:: Description of the task ::
Please transcribe every entry below exactly, without including the pictures.

(Items from a data source)
┄┄┄┄┄┄┄┄┄┄┄┄┄┄┄┄┄┄┄┄
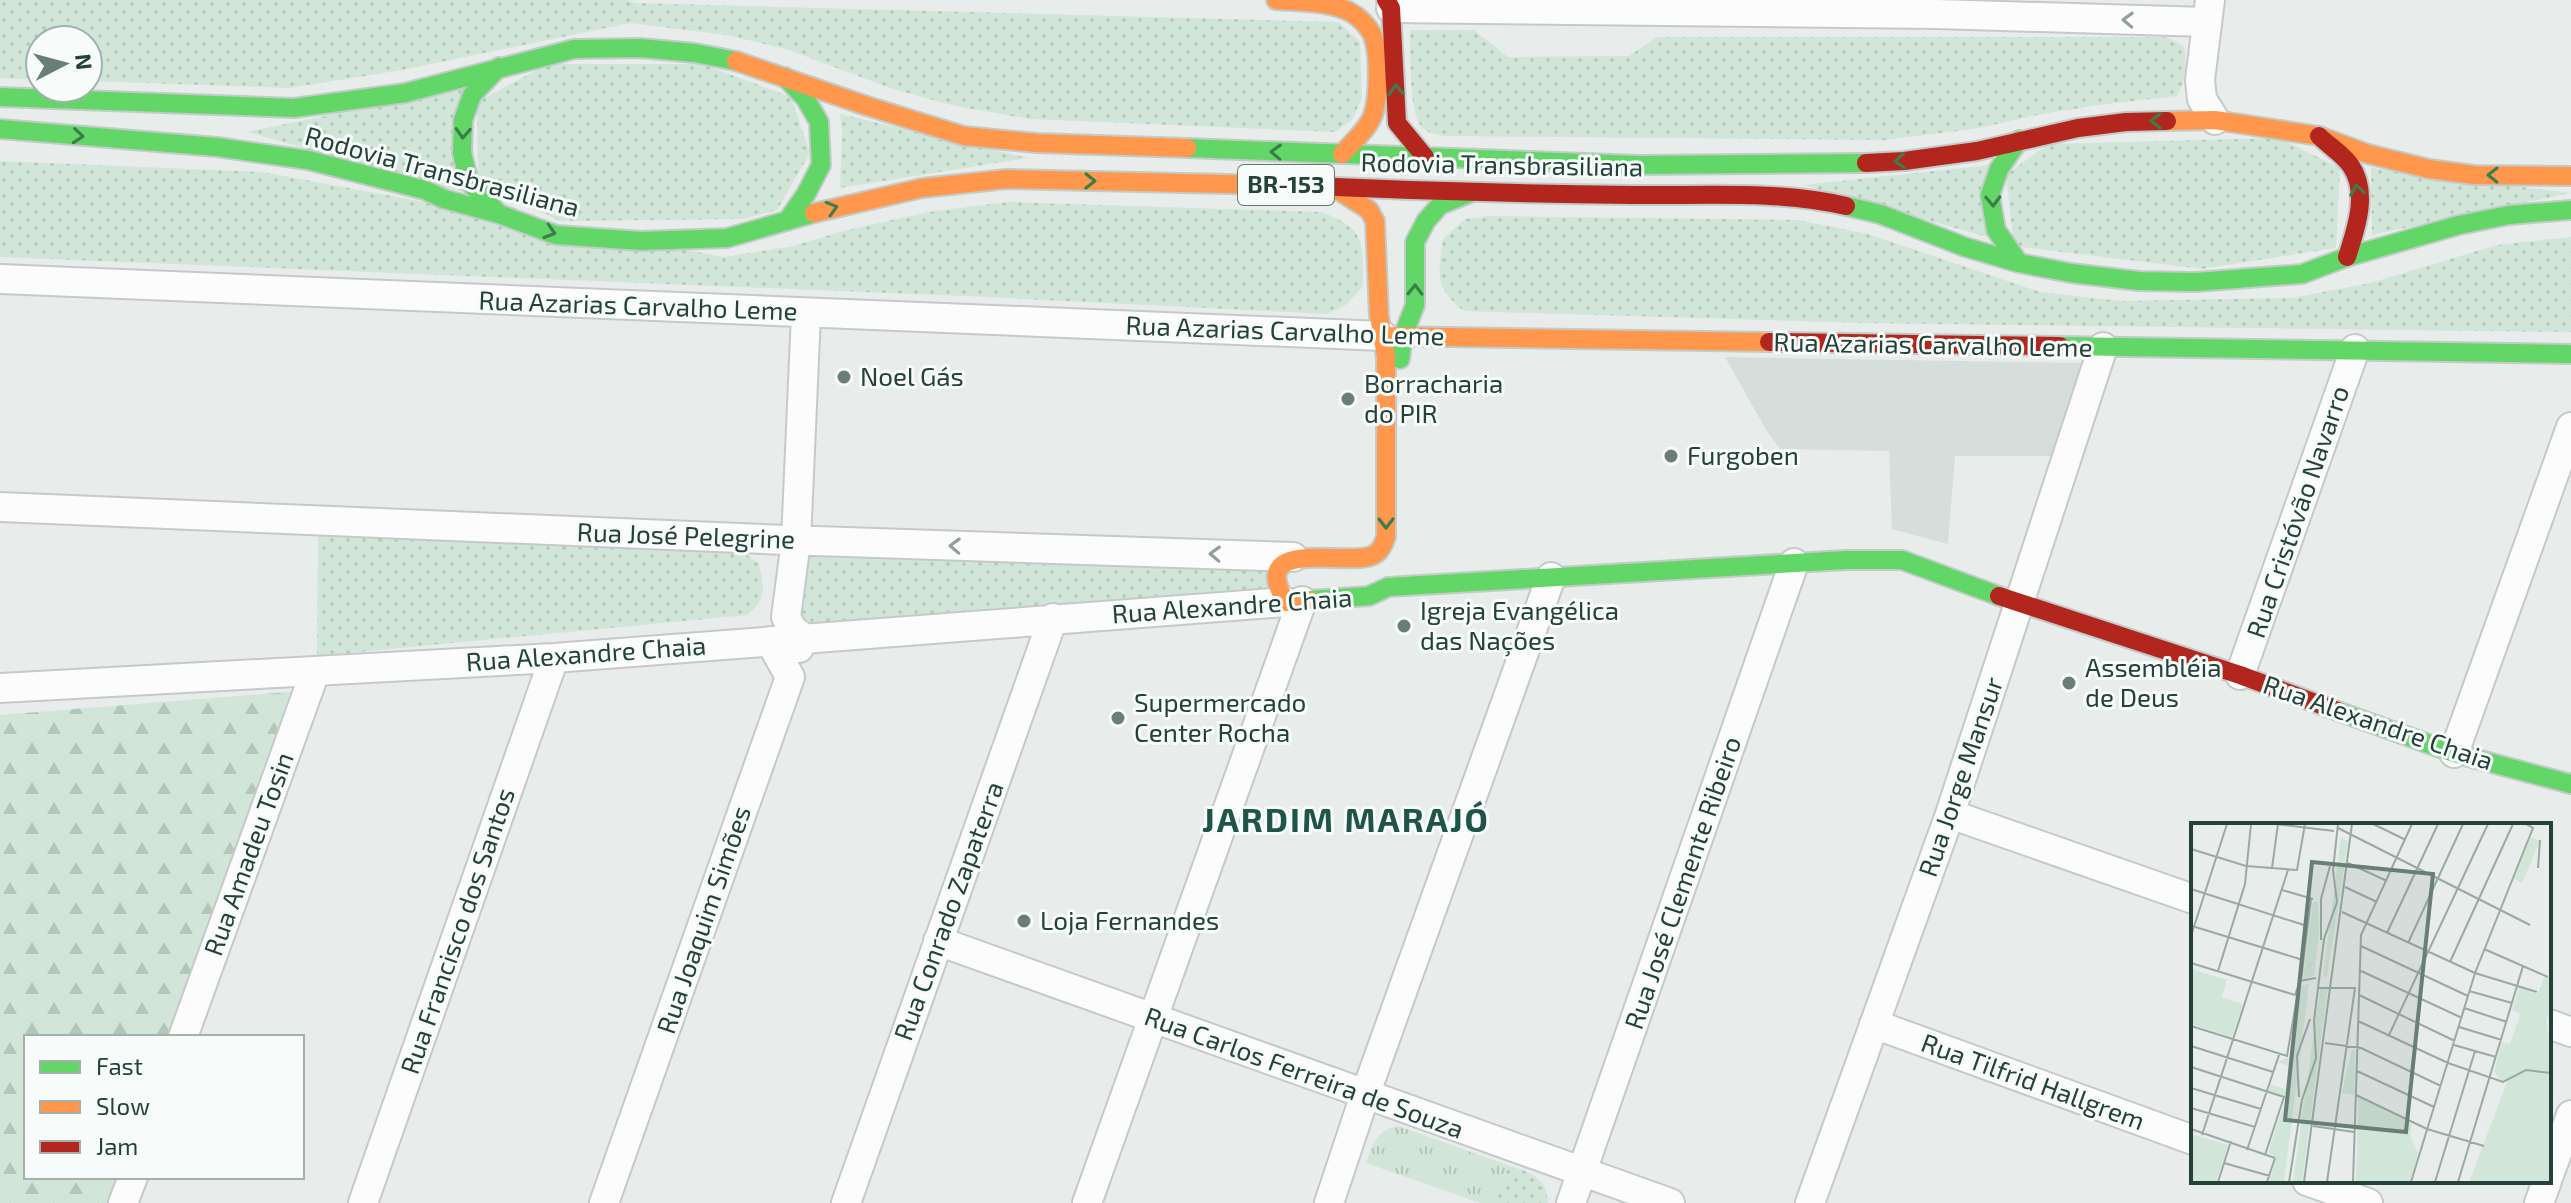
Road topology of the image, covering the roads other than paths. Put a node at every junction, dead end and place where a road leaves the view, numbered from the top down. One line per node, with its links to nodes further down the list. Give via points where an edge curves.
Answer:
1 (1276, 0): 13 (main road, via 1353,13 1375,40 1373,115)
2 (1389, 4): 3 (street); 14 (main road, one-way to 2, via 1397,123)
3 (1594, 5): 4 (street)
4 (1937, 7): 5 (street, one-way to 4)
5 (2208, 11): 9 (street, via 2200,80 2202,99)
6 (499, 67): 7 (main road, Rodovia Transbrasiliana / BR-153, via 574,49 640,48 742,62); 8 (main road, Rodovia Transbrasiliana / BR-153, via 405,93 294,108); 19 (main road, one-way to 19, via 472,95 463,120 462,153 469,182)
7 (785, 77): 13 (main road, Rodovia Transbrasiliana / BR-153, one-way to 7, via 964,136); 20 (main road, via 819,122 821,165)
8 (0, 97)
9 (2215, 120): 11 (main road, Rodovia Transbrasiliana / BR-153); 12 (main road, Rodovia Transbrasiliana / BR-153, one-way to 12, via 2126,122)
10 (0, 129): 19 (main road, Rodovia Transbrasiliana / BR-153, one-way to 19, via 308,160)
11 (2319, 136): 15 (main road, Rodovia Transbrasiliana / BR-153, one-way to 11, via 2429,169); 21 (main road, one-way to 11, via 2360,196 2352,168)
12 (2019, 140): 14 (main road, Rodovia Transbrasiliana / BR-153, one-way to 14, via 1933,157 1830,164 1639,165); 22 (main road, one-way to 22, via 1999,169 1990,195 1996,230)
13 (1342, 154): 14 (main road, Rodovia Transbrasiliana / BR-153)
14 (1425, 157)
15 (2571, 176)
16 (1333, 187): 17 (main road, Rodovia Transbrasiliana / BR-153); 20 (main road, Rodovia Transbrasiliana / BR-153, one-way to 16, via 922,188 1007,179); 25 (main road, via 1369,210 1375,221 1379,316)
17 (1470, 193): 22 (main road, Rodovia Transbrasiliana / BR-153, via 1821,200 1880,214); 25 (main road, one-way to 17, via 1415,305 1415,242 1426,221 1440,205)
18 (2571, 210): 21 (main road, Rodovia Transbrasiliana / BR-153, via 2459,225)
19 (499, 214): 20 (main road, Rodovia Transbrasiliana / BR-153, one-way to 20, via 556,235 641,241 727,238)
20 (787, 221)
21 (2347, 257): 22 (main road, Rodovia Transbrasiliana / BR-153, via 2302,274 2196,282 2139,281)
22 (2019, 263)
23 (0, 279): 24 (street, Rua Azarias Carvalho Leme)
24 (801, 313): 25 (street, Rua Azarias Carvalho Leme); 31 (street)
25 (1393, 336): 26 (main road, Rua Azarias Carvalho Leme); 32 (main road, via 1400,361); 33 (main road, Rua José Pelegrine, one-way to 33, via 1386,357 1383,547 1372,556)
26 (2103, 347): 27 (main road, Rua Azarias Carvalho Leme); 37 (street, Rua Jorge Mansur)
27 (2355, 349): 28 (main road, Rua Azarias Carvalho Leme); 43 (street, Rua Cristóvão Navarro)
28 (2571, 354)
29 (2571, 427): 46 (street)
30 (0, 507): 31 (street, Rua José Pelegrine)
31 (791, 540): 33 (street, Rua José Pelegrine, one-way to 31); 39 (street, via 786,617); 40 (street)
32 (1402, 544)
33 (1303, 557): 36 (main road); 36 (main road, via 1282,564 1279,588)
34 (1794, 563): 35 (main road, Rua Alexandre Chaia); 37 (main road, Rua Alexandre Chaia, via 1902,560); 60 (street, Rua José Clemente Ribeiro)
35 (1551, 577): 36 (main road, Rua Alexandre Chaia, via 1392,580 1369,596); 56 (street)
36 (1309, 592): 38 (street, Rua Alexandre Chaia); 51 (street)
37 (2020, 604): 43 (main road, Rua Alexandre Chaia); 48 (street, Rua Jorge Mansur)
38 (1053, 618): 39 (street, Rua Alexandre Chaia); 50 (street, Rua Conrado Zapaterra)
39 (804, 638): 40 (street, Rua Alexandre Chaia); 44 (street, Rua Joaquim Simões)
40 (770, 641): 41 (street, Rua Alexandre Chaia); 44 (street)
41 (554, 658): 42 (street, Rua Alexandre Chaia); 65 (street, Rua Francisco dos Santos)
42 (315, 672): 45 (street, Rua Alexandre Chaia); 55 (street, Rua Amadeu Tosin)
43 (2240, 675): 46 (main road, Rua Alexandre Chaia)
44 (790, 677): 66 (street, Rua Joaquim Simões)
45 (0, 688)
46 (2454, 753): 47 (main road, Rua Alexandre Chaia)
47 (2571, 784)
48 (1950, 814): 49 (street); 52 (street, Rua Jorge Mansur)
49 (2191, 898)
50 (938, 941): 51 (street, Rua Carlos Ferreira de Souza); 67 (street, Rua Conrado Zapaterra)
51 (1152, 1018): 56 (street, Rua Carlos Ferreira de Souza); 68 (street)
52 (1874, 1024): 58 (street, Rua Tilfrid Hallgrem); 72 (street, Rua Jorge Mansur)
53 (2551, 1025): 54 (street)
54 (2571, 1032)
55 (184, 1035)
56 (1365, 1095): 60 (street, Rua Carlos Ferreira de Souza); 69 (street)
57 (2571, 1115): 59 (street)
58 (2191, 1139)
59 (2551, 1170)
60 (1582, 1172): 70 (street, Rua José Clemente Ribeiro); 71 (street, Rua Carlos Ferreira de Souza)
61 (132, 1179): 64 (street)
62 (2313, 1183): 73 (street)
63 (2546, 1183): 74 (street)
64 (123, 1203)
65 (363, 1203)
66 (604, 1203)
67 (846, 1203)
68 (1087, 1203)
69 (1329, 1203)
70 (1571, 1203)
71 (1670, 1203)
72 (1810, 1203)
73 (2368, 1203)
74 (2539, 1203)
┄┄┄┄┄┄┄┄┄┄┄┄┄┄┄┄┄┄┄┄
:: Exercise response ::
Road topology of the image, covering the roads other than paths. Put a node at every junction, dead end and place where a road leaves the view, numbered from the top down. One line per node, with its links to nodes further down the list. Give via points where an edge curves.
Answer:
1 (1276, 0): 13 (main road, via 1353,13 1375,40 1373,115)
2 (1389, 4): 3 (street); 14 (main road, one-way to 2, via 1397,123)
3 (1594, 5): 4 (street)
4 (1937, 7): 5 (street, one-way to 4)
5 (2208, 11): 9 (street, via 2200,80 2202,99)
6 (499, 67): 7 (main road, Rodovia Transbrasiliana / BR-153, via 574,49 640,48 742,62); 8 (main road, Rodovia Transbrasiliana / BR-153, via 405,93 294,108); 19 (main road, one-way to 19, via 472,95 463,120 462,153 469,182)
7 (785, 77): 13 (main road, Rodovia Transbrasiliana / BR-153, one-way to 7, via 964,136); 20 (main road, via 819,122 821,165)
8 (0, 97)
9 (2215, 120): 11 (main road, Rodovia Transbrasiliana / BR-153); 12 (main road, Rodovia Transbrasiliana / BR-153, one-way to 12, via 2126,122)
10 (0, 129): 19 (main road, Rodovia Transbrasiliana / BR-153, one-way to 19, via 308,160)
11 (2319, 136): 15 (main road, Rodovia Transbrasiliana / BR-153, one-way to 11, via 2429,169); 21 (main road, one-way to 11, via 2360,196 2352,168)
12 (2019, 140): 14 (main road, Rodovia Transbrasiliana / BR-153, one-way to 14, via 1933,157 1830,164 1639,165); 22 (main road, one-way to 22, via 1999,169 1990,195 1996,230)
13 (1342, 154): 14 (main road, Rodovia Transbrasiliana / BR-153)
14 (1425, 157)
15 (2571, 176)
16 (1333, 187): 17 (main road, Rodovia Transbrasiliana / BR-153); 20 (main road, Rodovia Transbrasiliana / BR-153, one-way to 16, via 922,188 1007,179); 25 (main road, via 1369,210 1375,221 1379,316)
17 (1470, 193): 22 (main road, Rodovia Transbrasiliana / BR-153, via 1821,200 1880,214); 25 (main road, one-way to 17, via 1415,305 1415,242 1426,221 1440,205)
18 (2571, 210): 21 (main road, Rodovia Transbrasiliana / BR-153, via 2459,225)
19 (499, 214): 20 (main road, Rodovia Transbrasiliana / BR-153, one-way to 20, via 556,235 641,241 727,238)
20 (787, 221)
21 (2347, 257): 22 (main road, Rodovia Transbrasiliana / BR-153, via 2302,274 2196,282 2139,281)
22 (2019, 263)
23 (0, 279): 24 (street, Rua Azarias Carvalho Leme)
24 (801, 313): 25 (street, Rua Azarias Carvalho Leme); 31 (street)
25 (1393, 336): 26 (main road, Rua Azarias Carvalho Leme); 32 (main road, via 1400,361); 33 (main road, Rua José Pelegrine, one-way to 33, via 1386,357 1383,547 1372,556)
26 (2103, 347): 27 (main road, Rua Azarias Carvalho Leme); 37 (street, Rua Jorge Mansur)
27 (2355, 349): 28 (main road, Rua Azarias Carvalho Leme); 43 (street, Rua Cristóvão Navarro)
28 (2571, 354)
29 (2571, 427): 46 (street)
30 (0, 507): 31 (street, Rua José Pelegrine)
31 (791, 540): 33 (street, Rua José Pelegrine, one-way to 31); 39 (street, via 786,617); 40 (street)
32 (1402, 544)
33 (1303, 557): 36 (main road); 36 (main road, via 1282,564 1279,588)
34 (1794, 563): 35 (main road, Rua Alexandre Chaia); 37 (main road, Rua Alexandre Chaia, via 1902,560); 60 (street, Rua José Clemente Ribeiro)
35 (1551, 577): 36 (main road, Rua Alexandre Chaia, via 1392,580 1369,596); 56 (street)
36 (1309, 592): 38 (street, Rua Alexandre Chaia); 51 (street)
37 (2020, 604): 43 (main road, Rua Alexandre Chaia); 48 (street, Rua Jorge Mansur)
38 (1053, 618): 39 (street, Rua Alexandre Chaia); 50 (street, Rua Conrado Zapaterra)
39 (804, 638): 40 (street, Rua Alexandre Chaia); 44 (street, Rua Joaquim Simões)
40 (770, 641): 41 (street, Rua Alexandre Chaia); 44 (street)
41 (554, 658): 42 (street, Rua Alexandre Chaia); 65 (street, Rua Francisco dos Santos)
42 (315, 672): 45 (street, Rua Alexandre Chaia); 55 (street, Rua Amadeu Tosin)
43 (2240, 675): 46 (main road, Rua Alexandre Chaia)
44 (790, 677): 66 (street, Rua Joaquim Simões)
45 (0, 688)
46 (2454, 753): 47 (main road, Rua Alexandre Chaia)
47 (2571, 784)
48 (1950, 814): 49 (street); 52 (street, Rua Jorge Mansur)
49 (2191, 898)
50 (938, 941): 51 (street, Rua Carlos Ferreira de Souza); 67 (street, Rua Conrado Zapaterra)
51 (1152, 1018): 56 (street, Rua Carlos Ferreira de Souza); 68 (street)
52 (1874, 1024): 58 (street, Rua Tilfrid Hallgrem); 72 (street, Rua Jorge Mansur)
53 (2551, 1025): 54 (street)
54 (2571, 1032)
55 (184, 1035)
56 (1365, 1095): 60 (street, Rua Carlos Ferreira de Souza); 69 (street)
57 (2571, 1115): 59 (street)
58 (2191, 1139)
59 (2551, 1170)
60 (1582, 1172): 70 (street, Rua José Clemente Ribeiro); 71 (street, Rua Carlos Ferreira de Souza)
61 (132, 1179): 64 (street)
62 (2313, 1183): 73 (street)
63 (2546, 1183): 74 (street)
64 (123, 1203)
65 (363, 1203)
66 (604, 1203)
67 (846, 1203)
68 (1087, 1203)
69 (1329, 1203)
70 (1571, 1203)
71 (1670, 1203)
72 (1810, 1203)
73 (2368, 1203)
74 (2539, 1203)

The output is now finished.